The district court should determine whether evidence of the prior convictions would be independently admissible on the other counts. If it is determined that the convictions would not be admissible on the other counts -- that were these counts to be tried alone the jury would not hear this evidence -- then severance should be granted.

 587 F.2d at 585 (footnote omitted). In that footnote, the court noted that such pretrial determinations may raise difficulties; however, the court stated that "if the government chooses to join such counts, it must be prepared to justify the joinder to the trial judge by some showing that the prior convictions would be admissible even absent joinder." Id. at 585 n. 9.

 Rather than arguing that defendant's prior conviction would be independently admissible in the trial of Counts One and Two, however, the government argues that Busic need not be followed because in that case the above-cited criteria are dicta since the court concluded that the failure to sever was harmless error. The government further argues that any prejudice that will result from not severing Count Three can be corrected by curative instructions.
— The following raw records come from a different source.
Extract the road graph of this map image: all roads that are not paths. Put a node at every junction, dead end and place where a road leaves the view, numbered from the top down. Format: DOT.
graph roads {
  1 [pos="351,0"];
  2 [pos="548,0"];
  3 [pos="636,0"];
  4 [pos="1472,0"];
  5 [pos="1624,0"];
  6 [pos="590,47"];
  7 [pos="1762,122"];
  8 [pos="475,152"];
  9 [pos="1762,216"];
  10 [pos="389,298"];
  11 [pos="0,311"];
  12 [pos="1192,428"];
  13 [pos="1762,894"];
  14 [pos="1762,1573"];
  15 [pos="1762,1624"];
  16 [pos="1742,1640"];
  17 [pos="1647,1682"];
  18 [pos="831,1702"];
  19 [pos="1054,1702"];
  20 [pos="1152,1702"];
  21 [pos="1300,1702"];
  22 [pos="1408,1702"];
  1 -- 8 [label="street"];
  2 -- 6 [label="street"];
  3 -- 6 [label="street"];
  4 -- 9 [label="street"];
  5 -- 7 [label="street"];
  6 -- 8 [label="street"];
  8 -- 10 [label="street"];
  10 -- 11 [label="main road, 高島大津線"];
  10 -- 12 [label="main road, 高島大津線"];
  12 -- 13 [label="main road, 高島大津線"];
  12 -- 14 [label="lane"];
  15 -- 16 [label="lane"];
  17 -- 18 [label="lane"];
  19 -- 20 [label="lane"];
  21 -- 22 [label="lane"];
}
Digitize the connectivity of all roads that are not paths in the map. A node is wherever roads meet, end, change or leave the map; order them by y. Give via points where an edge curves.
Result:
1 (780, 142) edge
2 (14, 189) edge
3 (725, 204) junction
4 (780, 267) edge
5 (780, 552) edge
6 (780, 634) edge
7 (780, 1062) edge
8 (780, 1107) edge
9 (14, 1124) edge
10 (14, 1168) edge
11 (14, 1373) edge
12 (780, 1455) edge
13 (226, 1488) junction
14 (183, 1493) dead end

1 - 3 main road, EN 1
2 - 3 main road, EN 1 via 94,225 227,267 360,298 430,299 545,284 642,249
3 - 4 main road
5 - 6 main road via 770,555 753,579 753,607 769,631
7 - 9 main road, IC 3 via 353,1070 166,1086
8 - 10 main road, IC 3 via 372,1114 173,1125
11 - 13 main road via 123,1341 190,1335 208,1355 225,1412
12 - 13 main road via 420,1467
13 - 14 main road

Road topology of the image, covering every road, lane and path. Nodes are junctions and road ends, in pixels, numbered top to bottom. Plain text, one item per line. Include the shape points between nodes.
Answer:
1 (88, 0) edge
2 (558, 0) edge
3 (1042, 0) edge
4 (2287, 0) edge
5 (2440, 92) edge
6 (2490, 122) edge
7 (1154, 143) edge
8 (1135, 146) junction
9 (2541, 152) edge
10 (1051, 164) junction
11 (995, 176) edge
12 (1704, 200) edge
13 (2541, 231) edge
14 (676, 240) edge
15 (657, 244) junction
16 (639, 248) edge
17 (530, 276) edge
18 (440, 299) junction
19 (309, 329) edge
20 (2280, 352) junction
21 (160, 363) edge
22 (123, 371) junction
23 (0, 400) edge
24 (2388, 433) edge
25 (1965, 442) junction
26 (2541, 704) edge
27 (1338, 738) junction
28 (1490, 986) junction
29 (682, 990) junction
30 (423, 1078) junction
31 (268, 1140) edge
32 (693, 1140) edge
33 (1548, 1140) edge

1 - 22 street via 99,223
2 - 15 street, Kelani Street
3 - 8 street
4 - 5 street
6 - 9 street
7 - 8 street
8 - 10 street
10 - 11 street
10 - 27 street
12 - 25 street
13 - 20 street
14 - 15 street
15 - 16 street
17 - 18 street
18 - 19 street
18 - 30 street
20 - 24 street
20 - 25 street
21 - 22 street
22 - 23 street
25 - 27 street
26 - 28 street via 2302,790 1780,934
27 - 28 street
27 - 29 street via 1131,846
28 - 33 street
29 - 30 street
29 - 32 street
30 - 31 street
 The court, however, does not read the Busic decision so loosely and concludes that severance is appropriate in the present case since the government failed to provide any indication that the evidence of Edwards' prior felony conviction would be admissible for some purpose in relation to Counts One and Two. *fn1"

 The issue remains, however, as to the appropriate procedure to be utilized once severance is granted. Our Court of Appeals in Busic noted that a district court had taken a "novel" approach to the problem by providing for a two-stage trial "whereby the jury, having reached a verdict on the other counts, would then proceed to consider the counts requiring proof of prior convictions." 587 F.2d at 585 (citing United States v. Franke, 331 F. Supp. 136 (D.Minn. 1971)). However, this court believes that such a procedure raises the same possibility of prejudice as would exist if the third count were not severed. Rather than determining the guilt or non-guilt of the defendant as to Counts One and Two with knowledge of a prior felony conviction, the jury would determine the guilt or non-guilt of the defendant as to Count Three after having heard testimony relating to, and possibly convicting the defendant of Counts One and Two. Accordingly, the court will not follow such a procedure. Instead, Count Three will be severed and tried at a time to be set by the court following the trial of this case.

 An appropriate order will be entered.


 AND NOW, this 8th day of November, 1988, for the reasons stated in the opinion filed this day, IT IS ORDERED that defendant's motion for severance be, and the same hereby is, granted.